### [WHAT THE TASK ASKS]
Print the listing once more, exactly as it stands.
··· INFORMATION PROVIDED ···
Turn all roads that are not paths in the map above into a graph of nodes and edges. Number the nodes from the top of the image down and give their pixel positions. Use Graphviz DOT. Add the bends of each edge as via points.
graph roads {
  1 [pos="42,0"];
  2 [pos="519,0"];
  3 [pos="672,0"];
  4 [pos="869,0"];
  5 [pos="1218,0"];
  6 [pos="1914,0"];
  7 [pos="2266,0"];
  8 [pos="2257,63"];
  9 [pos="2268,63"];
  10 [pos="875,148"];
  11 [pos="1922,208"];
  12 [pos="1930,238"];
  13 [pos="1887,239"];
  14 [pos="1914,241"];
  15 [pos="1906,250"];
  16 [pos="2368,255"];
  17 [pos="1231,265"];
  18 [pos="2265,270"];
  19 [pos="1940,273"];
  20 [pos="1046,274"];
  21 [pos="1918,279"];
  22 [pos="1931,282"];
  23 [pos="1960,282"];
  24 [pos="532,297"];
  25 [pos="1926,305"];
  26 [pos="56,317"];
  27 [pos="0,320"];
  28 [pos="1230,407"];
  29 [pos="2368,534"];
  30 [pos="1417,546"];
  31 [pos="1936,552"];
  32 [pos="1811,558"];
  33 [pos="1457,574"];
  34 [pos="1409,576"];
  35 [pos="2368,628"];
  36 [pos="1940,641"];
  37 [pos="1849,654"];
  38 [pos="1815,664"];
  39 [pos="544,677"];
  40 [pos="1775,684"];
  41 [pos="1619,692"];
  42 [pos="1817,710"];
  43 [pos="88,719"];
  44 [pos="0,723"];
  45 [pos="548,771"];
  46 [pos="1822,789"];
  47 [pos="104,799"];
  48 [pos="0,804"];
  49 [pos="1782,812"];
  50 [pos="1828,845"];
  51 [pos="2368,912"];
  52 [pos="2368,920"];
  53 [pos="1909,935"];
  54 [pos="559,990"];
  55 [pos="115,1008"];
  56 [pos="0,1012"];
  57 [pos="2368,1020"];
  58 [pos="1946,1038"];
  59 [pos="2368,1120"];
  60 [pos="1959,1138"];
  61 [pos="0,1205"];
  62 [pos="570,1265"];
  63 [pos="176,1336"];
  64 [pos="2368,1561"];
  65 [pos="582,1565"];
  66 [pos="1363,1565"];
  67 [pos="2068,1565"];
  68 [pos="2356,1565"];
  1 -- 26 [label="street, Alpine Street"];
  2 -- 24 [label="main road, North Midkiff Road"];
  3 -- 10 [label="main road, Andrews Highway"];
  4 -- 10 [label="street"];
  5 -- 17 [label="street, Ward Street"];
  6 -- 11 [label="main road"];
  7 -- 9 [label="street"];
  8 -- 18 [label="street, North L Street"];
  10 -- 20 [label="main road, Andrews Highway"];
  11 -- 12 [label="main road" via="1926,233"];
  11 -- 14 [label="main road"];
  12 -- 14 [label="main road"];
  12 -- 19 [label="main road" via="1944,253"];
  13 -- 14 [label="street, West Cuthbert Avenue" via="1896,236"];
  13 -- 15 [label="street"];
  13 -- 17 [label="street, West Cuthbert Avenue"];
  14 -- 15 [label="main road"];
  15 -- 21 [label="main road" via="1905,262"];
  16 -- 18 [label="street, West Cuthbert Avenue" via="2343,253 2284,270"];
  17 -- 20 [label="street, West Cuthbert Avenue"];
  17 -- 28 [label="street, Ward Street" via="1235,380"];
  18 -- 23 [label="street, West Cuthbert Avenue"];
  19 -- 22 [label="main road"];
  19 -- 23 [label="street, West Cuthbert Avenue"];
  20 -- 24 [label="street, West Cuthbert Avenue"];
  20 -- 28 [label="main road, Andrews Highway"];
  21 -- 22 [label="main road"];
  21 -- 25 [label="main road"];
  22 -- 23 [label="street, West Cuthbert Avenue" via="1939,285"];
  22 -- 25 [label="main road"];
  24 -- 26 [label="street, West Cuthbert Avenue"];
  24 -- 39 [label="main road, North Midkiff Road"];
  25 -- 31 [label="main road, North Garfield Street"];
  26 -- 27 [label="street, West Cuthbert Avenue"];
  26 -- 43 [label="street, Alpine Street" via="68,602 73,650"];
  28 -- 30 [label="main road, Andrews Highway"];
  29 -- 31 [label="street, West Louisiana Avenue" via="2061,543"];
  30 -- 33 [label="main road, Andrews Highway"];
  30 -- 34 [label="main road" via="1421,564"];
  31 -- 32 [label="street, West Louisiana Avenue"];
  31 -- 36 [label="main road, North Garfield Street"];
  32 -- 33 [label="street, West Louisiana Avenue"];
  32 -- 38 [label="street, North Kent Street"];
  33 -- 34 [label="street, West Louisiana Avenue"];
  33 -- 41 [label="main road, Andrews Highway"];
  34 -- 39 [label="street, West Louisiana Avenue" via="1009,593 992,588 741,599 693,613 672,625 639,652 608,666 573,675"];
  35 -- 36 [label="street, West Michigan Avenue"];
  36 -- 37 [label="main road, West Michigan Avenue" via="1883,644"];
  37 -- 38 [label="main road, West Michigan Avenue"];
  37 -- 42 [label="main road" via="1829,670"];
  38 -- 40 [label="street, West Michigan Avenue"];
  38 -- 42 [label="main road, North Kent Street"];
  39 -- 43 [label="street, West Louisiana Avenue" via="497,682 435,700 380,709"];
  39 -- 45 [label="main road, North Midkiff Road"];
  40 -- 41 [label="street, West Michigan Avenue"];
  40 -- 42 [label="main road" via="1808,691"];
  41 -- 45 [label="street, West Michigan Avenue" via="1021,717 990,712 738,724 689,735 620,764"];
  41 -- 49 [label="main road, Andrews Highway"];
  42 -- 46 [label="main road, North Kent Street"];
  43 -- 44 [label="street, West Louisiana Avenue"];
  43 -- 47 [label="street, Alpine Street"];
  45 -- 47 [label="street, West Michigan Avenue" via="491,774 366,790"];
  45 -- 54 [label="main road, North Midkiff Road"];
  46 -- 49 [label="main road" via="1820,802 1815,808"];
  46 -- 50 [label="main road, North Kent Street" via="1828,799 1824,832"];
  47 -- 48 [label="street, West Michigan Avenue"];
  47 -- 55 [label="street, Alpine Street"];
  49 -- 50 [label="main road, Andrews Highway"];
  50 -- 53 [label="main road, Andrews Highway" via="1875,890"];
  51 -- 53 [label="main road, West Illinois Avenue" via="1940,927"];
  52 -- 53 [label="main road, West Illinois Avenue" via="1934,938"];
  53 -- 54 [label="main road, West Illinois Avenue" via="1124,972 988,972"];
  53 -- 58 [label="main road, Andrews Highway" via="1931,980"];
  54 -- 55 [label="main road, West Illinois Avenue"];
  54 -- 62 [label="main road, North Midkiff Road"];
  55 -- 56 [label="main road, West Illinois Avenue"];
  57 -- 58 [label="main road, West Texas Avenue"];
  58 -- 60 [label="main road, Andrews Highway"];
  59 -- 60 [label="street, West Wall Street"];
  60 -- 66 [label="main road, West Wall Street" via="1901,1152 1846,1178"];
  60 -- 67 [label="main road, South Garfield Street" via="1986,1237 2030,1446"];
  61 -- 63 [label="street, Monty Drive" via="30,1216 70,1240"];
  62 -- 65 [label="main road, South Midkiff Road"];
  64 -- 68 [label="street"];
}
···
### [RESPONSE TO THIS TASK]
Turn all roads that are not paths in the map above into a graph of nodes and edges. Number the nodes from the top of the image down and give their pixel positions. Use Graphviz DOT. Add the bends of each edge as via points.
graph roads {
  1 [pos="42,0"];
  2 [pos="519,0"];
  3 [pos="672,0"];
  4 [pos="869,0"];
  5 [pos="1218,0"];
  6 [pos="1914,0"];
  7 [pos="2266,0"];
  8 [pos="2257,63"];
  9 [pos="2268,63"];
  10 [pos="875,148"];
  11 [pos="1922,208"];
  12 [pos="1930,238"];
  13 [pos="1887,239"];
  14 [pos="1914,241"];
  15 [pos="1906,250"];
  16 [pos="2368,255"];
  17 [pos="1231,265"];
  18 [pos="2265,270"];
  19 [pos="1940,273"];
  20 [pos="1046,274"];
  21 [pos="1918,279"];
  22 [pos="1931,282"];
  23 [pos="1960,282"];
  24 [pos="532,297"];
  25 [pos="1926,305"];
  26 [pos="56,317"];
  27 [pos="0,320"];
  28 [pos="1230,407"];
  29 [pos="2368,534"];
  30 [pos="1417,546"];
  31 [pos="1936,552"];
  32 [pos="1811,558"];
  33 [pos="1457,574"];
  34 [pos="1409,576"];
  35 [pos="2368,628"];
  36 [pos="1940,641"];
  37 [pos="1849,654"];
  38 [pos="1815,664"];
  39 [pos="544,677"];
  40 [pos="1775,684"];
  41 [pos="1619,692"];
  42 [pos="1817,710"];
  43 [pos="88,719"];
  44 [pos="0,723"];
  45 [pos="548,771"];
  46 [pos="1822,789"];
  47 [pos="104,799"];
  48 [pos="0,804"];
  49 [pos="1782,812"];
  50 [pos="1828,845"];
  51 [pos="2368,912"];
  52 [pos="2368,920"];
  53 [pos="1909,935"];
  54 [pos="559,990"];
  55 [pos="115,1008"];
  56 [pos="0,1012"];
  57 [pos="2368,1020"];
  58 [pos="1946,1038"];
  59 [pos="2368,1120"];
  60 [pos="1959,1138"];
  61 [pos="0,1205"];
  62 [pos="570,1265"];
  63 [pos="176,1336"];
  64 [pos="2368,1561"];
  65 [pos="582,1565"];
  66 [pos="1363,1565"];
  67 [pos="2068,1565"];
  68 [pos="2356,1565"];
  1 -- 26 [label="street, Alpine Street"];
  2 -- 24 [label="main road, North Midkiff Road"];
  3 -- 10 [label="main road, Andrews Highway"];
  4 -- 10 [label="street"];
  5 -- 17 [label="street, Ward Street"];
  6 -- 11 [label="main road"];
  7 -- 9 [label="street"];
  8 -- 18 [label="street, North L Street"];
  10 -- 20 [label="main road, Andrews Highway"];
  11 -- 12 [label="main road" via="1926,233"];
  11 -- 14 [label="main road"];
  12 -- 14 [label="main road"];
  12 -- 19 [label="main road" via="1944,253"];
  13 -- 14 [label="street, West Cuthbert Avenue" via="1896,236"];
  13 -- 15 [label="street"];
  13 -- 17 [label="street, West Cuthbert Avenue"];
  14 -- 15 [label="main road"];
  15 -- 21 [label="main road" via="1905,262"];
  16 -- 18 [label="street, West Cuthbert Avenue" via="2343,253 2284,270"];
  17 -- 20 [label="street, West Cuthbert Avenue"];
  17 -- 28 [label="street, Ward Street" via="1235,380"];
  18 -- 23 [label="street, West Cuthbert Avenue"];
  19 -- 22 [label="main road"];
  19 -- 23 [label="street, West Cuthbert Avenue"];
  20 -- 24 [label="street, West Cuthbert Avenue"];
  20 -- 28 [label="main road, Andrews Highway"];
  21 -- 22 [label="main road"];
  21 -- 25 [label="main road"];
  22 -- 23 [label="street, West Cuthbert Avenue" via="1939,285"];
  22 -- 25 [label="main road"];
  24 -- 26 [label="street, West Cuthbert Avenue"];
  24 -- 39 [label="main road, North Midkiff Road"];
  25 -- 31 [label="main road, North Garfield Street"];
  26 -- 27 [label="street, West Cuthbert Avenue"];
  26 -- 43 [label="street, Alpine Street" via="68,602 73,650"];
  28 -- 30 [label="main road, Andrews Highway"];
  29 -- 31 [label="street, West Louisiana Avenue" via="2061,543"];
  30 -- 33 [label="main road, Andrews Highway"];
  30 -- 34 [label="main road" via="1421,564"];
  31 -- 32 [label="street, West Louisiana Avenue"];
  31 -- 36 [label="main road, North Garfield Street"];
  32 -- 33 [label="street, West Louisiana Avenue"];
  32 -- 38 [label="street, North Kent Street"];
  33 -- 34 [label="street, West Louisiana Avenue"];
  33 -- 41 [label="main road, Andrews Highway"];
  34 -- 39 [label="street, West Louisiana Avenue" via="1009,593 992,588 741,599 693,613 672,625 639,652 608,666 573,675"];
  35 -- 36 [label="street, West Michigan Avenue"];
  36 -- 37 [label="main road, West Michigan Avenue" via="1883,644"];
  37 -- 38 [label="main road, West Michigan Avenue"];
  37 -- 42 [label="main road" via="1829,670"];
  38 -- 40 [label="street, West Michigan Avenue"];
  38 -- 42 [label="main road, North Kent Street"];
  39 -- 43 [label="street, West Louisiana Avenue" via="497,682 435,700 380,709"];
  39 -- 45 [label="main road, North Midkiff Road"];
  40 -- 41 [label="street, West Michigan Avenue"];
  40 -- 42 [label="main road" via="1808,691"];
  41 -- 45 [label="street, West Michigan Avenue" via="1021,717 990,712 738,724 689,735 620,764"];
  41 -- 49 [label="main road, Andrews Highway"];
  42 -- 46 [label="main road, North Kent Street"];
  43 -- 44 [label="street, West Louisiana Avenue"];
  43 -- 47 [label="street, Alpine Street"];
  45 -- 47 [label="street, West Michigan Avenue" via="491,774 366,790"];
  45 -- 54 [label="main road, North Midkiff Road"];
  46 -- 49 [label="main road" via="1820,802 1815,808"];
  46 -- 50 [label="main road, North Kent Street" via="1828,799 1824,832"];
  47 -- 48 [label="street, West Michigan Avenue"];
  47 -- 55 [label="street, Alpine Street"];
  49 -- 50 [label="main road, Andrews Highway"];
  50 -- 53 [label="main road, Andrews Highway" via="1875,890"];
  51 -- 53 [label="main road, West Illinois Avenue" via="1940,927"];
  52 -- 53 [label="main road, West Illinois Avenue" via="1934,938"];
  53 -- 54 [label="main road, West Illinois Avenue" via="1124,972 988,972"];
  53 -- 58 [label="main road, Andrews Highway" via="1931,980"];
  54 -- 55 [label="main road, West Illinois Avenue"];
  54 -- 62 [label="main road, North Midkiff Road"];
  55 -- 56 [label="main road, West Illinois Avenue"];
  57 -- 58 [label="main road, West Texas Avenue"];
  58 -- 60 [label="main road, Andrews Highway"];
  59 -- 60 [label="street, West Wall Street"];
  60 -- 66 [label="main road, West Wall Street" via="1901,1152 1846,1178"];
  60 -- 67 [label="main road, South Garfield Street" via="1986,1237 2030,1446"];
  61 -- 63 [label="street, Monty Drive" via="30,1216 70,1240"];
  62 -- 65 [label="main road, South Midkiff Road"];
  64 -- 68 [label="street"];
}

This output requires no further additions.